(Records to process)
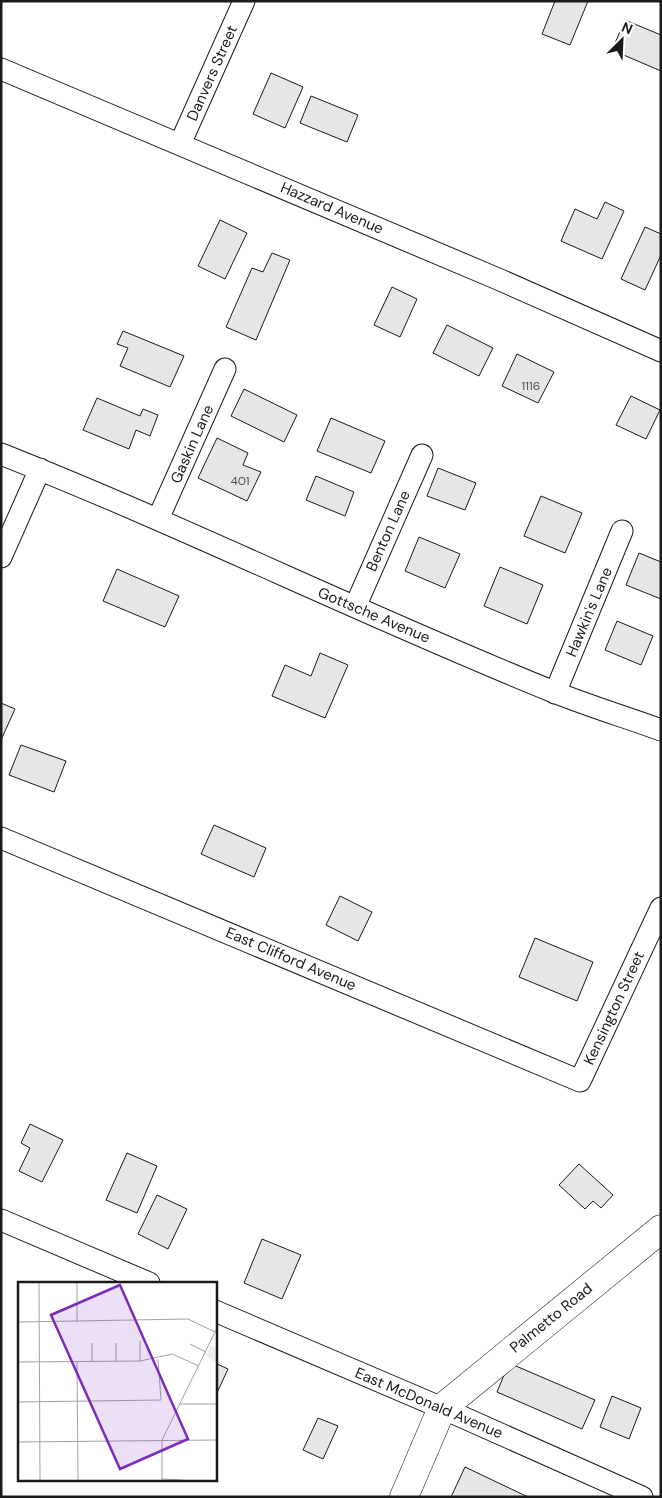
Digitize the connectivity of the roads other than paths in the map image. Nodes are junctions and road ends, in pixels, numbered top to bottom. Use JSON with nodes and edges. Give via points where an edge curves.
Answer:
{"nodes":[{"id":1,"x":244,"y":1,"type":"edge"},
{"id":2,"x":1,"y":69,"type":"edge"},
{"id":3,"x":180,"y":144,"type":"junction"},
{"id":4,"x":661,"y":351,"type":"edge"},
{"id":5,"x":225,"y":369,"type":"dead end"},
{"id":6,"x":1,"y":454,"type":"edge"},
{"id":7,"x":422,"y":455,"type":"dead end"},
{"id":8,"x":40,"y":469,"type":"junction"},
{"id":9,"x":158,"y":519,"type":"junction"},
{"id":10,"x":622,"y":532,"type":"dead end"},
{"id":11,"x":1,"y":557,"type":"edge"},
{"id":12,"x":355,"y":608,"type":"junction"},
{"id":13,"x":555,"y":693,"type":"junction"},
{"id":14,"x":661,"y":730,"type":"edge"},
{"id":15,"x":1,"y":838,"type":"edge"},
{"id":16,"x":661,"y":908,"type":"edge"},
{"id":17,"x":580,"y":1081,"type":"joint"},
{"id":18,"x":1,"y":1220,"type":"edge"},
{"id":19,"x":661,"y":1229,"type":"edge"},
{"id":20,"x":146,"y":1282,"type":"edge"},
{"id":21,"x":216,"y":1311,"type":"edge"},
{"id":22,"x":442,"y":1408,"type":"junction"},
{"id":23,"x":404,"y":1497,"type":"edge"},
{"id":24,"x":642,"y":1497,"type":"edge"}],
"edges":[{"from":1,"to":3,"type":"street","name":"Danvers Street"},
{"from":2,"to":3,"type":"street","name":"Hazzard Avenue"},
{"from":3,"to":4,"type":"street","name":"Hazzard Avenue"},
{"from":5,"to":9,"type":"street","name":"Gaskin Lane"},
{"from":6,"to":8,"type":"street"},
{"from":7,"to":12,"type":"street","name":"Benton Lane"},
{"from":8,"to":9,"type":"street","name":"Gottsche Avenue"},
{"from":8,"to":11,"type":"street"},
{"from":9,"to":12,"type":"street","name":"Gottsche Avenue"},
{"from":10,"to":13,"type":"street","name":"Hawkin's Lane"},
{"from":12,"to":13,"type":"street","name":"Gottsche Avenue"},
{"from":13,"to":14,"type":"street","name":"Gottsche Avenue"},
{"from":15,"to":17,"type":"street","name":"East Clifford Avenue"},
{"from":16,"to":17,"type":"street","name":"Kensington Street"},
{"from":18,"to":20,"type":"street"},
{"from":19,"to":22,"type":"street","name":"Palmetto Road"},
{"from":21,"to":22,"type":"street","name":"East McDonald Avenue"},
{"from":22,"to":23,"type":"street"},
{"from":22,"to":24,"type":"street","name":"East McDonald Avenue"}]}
(End Records to process)
▶ Problem statement:
Only the lines with "Gottsche" are needed; find them in the records and copy each one.

▶ Result for this task:
{"from":8,"to":9,"type":"street","name":"Gottsche Avenue"},
{"from":9,"to":12,"type":"street","name":"Gottsche Avenue"},
{"from":12,"to":13,"type":"street","name":"Gottsche Avenue"},
{"from":13,"to":14,"type":"street","name":"Gottsche Avenue"},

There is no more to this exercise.